Winter treats
But when it comes to trendsetting hotpots, you have to hand it to the Hong Kong foodies.
It first started with humble steamboat stalls that popped up in the winter in back alleys. Each low wooden table had a charcoal burner with a pot of simmering stock, and a metal tray loaded with slices of meat, oysters, clams, chicken wings, vegetables, mushrooms, fresh tofu and dried tofu.
From these pop-up daipaidong, the Hong Kong hotpot went upmarket into restaurants offering top-grade well-marbled beef, feiniu huoguo.
Several reincarnations and many decades later, the current craze is for tonic soup hotpots that are full of natural collagen.
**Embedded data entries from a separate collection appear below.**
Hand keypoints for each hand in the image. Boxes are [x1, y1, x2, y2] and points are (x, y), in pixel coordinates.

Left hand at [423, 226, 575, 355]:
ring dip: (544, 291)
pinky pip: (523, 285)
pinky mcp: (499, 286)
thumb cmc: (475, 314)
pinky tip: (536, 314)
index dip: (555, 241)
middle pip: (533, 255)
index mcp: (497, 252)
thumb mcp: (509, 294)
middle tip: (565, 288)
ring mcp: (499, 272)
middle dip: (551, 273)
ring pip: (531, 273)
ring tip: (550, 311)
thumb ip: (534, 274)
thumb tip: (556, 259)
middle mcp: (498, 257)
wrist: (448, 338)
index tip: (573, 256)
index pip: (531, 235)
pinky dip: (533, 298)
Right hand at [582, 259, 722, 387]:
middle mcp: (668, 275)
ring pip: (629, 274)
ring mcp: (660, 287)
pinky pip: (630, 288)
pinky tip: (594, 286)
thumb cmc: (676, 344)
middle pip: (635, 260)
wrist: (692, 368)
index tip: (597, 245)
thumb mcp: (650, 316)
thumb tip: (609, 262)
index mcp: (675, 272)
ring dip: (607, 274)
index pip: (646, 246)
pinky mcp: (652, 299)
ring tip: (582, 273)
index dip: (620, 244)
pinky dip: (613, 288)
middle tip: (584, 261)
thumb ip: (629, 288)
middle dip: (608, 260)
The stock is usually made of pork hocks or shark cartilage and a secret blend of dried herbs.
The hotpot is now a sophisticated gourmet meal, but it started as a convenient way to use up meat and vegetables while eating around a warm fire in winter.
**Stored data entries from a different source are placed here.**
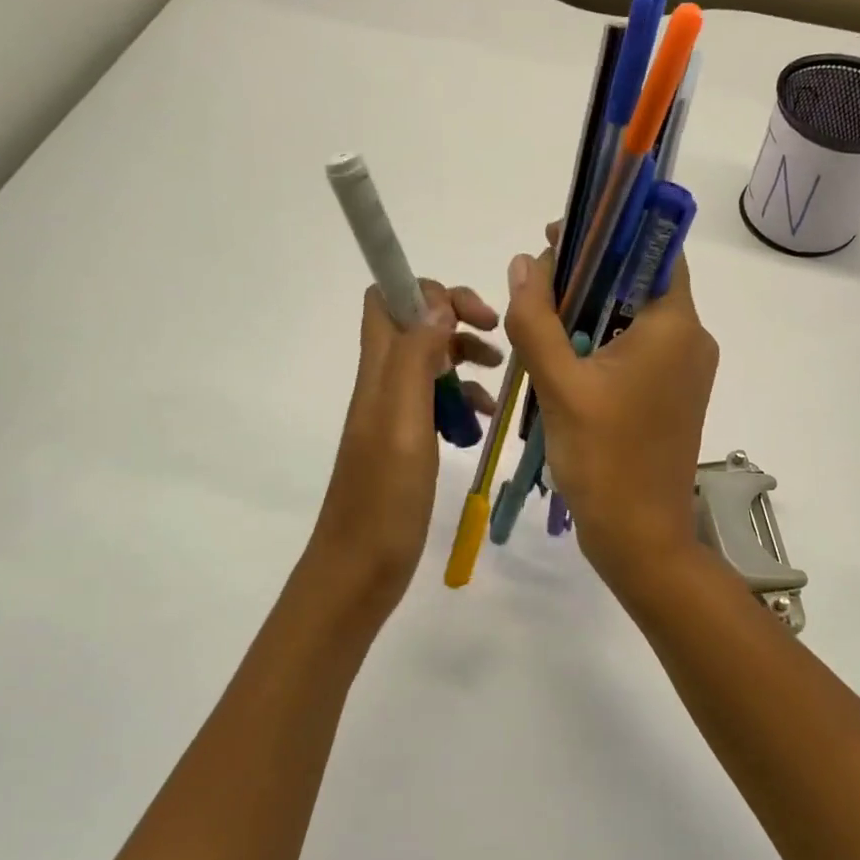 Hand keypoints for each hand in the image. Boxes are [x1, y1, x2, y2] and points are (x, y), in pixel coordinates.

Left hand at [312, 281, 500, 611]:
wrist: (359, 568)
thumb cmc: (384, 498)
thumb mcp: (402, 421)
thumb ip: (415, 358)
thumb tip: (436, 301)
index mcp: (377, 372)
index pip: (387, 299)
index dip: (429, 291)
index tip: (474, 315)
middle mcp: (382, 384)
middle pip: (414, 325)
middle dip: (456, 320)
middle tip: (495, 340)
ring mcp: (393, 415)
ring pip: (430, 363)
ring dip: (464, 360)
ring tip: (499, 379)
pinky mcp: (406, 444)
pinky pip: (436, 404)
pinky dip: (463, 401)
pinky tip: (484, 421)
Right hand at [502, 237, 716, 589]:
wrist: (640, 537)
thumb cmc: (604, 460)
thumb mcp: (559, 386)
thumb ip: (536, 320)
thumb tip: (524, 263)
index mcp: (676, 326)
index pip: (654, 250)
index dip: (609, 232)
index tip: (561, 234)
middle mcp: (692, 340)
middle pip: (640, 283)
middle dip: (590, 274)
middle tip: (538, 279)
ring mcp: (686, 371)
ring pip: (635, 318)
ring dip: (591, 312)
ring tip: (541, 319)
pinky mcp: (673, 396)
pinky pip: (638, 351)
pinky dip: (603, 343)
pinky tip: (564, 358) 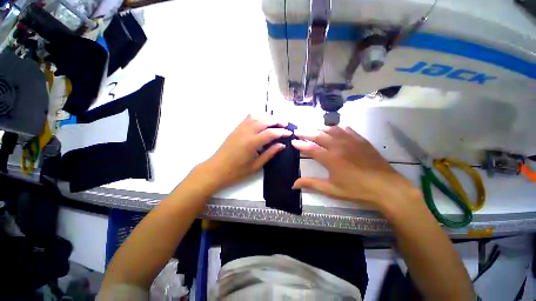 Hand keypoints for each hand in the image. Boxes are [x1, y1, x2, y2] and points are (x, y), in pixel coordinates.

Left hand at [196, 115, 291, 191]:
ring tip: (276, 121)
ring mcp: (240, 129)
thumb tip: (281, 145)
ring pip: (256, 116)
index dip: (282, 132)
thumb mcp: (256, 166)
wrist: (216, 170)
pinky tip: (262, 120)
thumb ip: (269, 154)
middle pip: (264, 120)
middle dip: (277, 121)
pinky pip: (248, 118)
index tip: (290, 133)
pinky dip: (257, 116)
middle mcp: (246, 132)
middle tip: (285, 124)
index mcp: (252, 143)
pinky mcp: (236, 129)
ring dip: (267, 117)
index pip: (271, 133)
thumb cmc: (236, 172)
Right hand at [292, 126, 421, 212]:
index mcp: (330, 159)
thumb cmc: (356, 190)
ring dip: (319, 128)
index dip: (300, 144)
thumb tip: (294, 184)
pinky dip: (336, 127)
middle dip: (306, 132)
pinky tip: (334, 129)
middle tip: (297, 131)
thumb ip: (311, 184)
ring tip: (312, 129)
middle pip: (318, 135)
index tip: (293, 141)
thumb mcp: (331, 189)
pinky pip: (346, 129)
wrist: (386, 187)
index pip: (310, 148)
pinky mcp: (360, 140)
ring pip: (331, 129)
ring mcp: (350, 141)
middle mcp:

In almost every city in China, you can enjoy an excellent hotpot with regional characteristics, from chicken, beef and lamb to very special local ingredients.
In Sanya city in Hainan island, they use coconut water and chicken for a tasty hotpot.
Once, on a visit to Jingning county in Yunnan while visiting Admiral Zhenghe's hometown, we had a hotpot made with pigs' trotters flavored by an aromatic but extremely tart suanmugua, a local fruit known as "sour papaya".
This rustic hotpot was one of the most delicious I had ever eaten.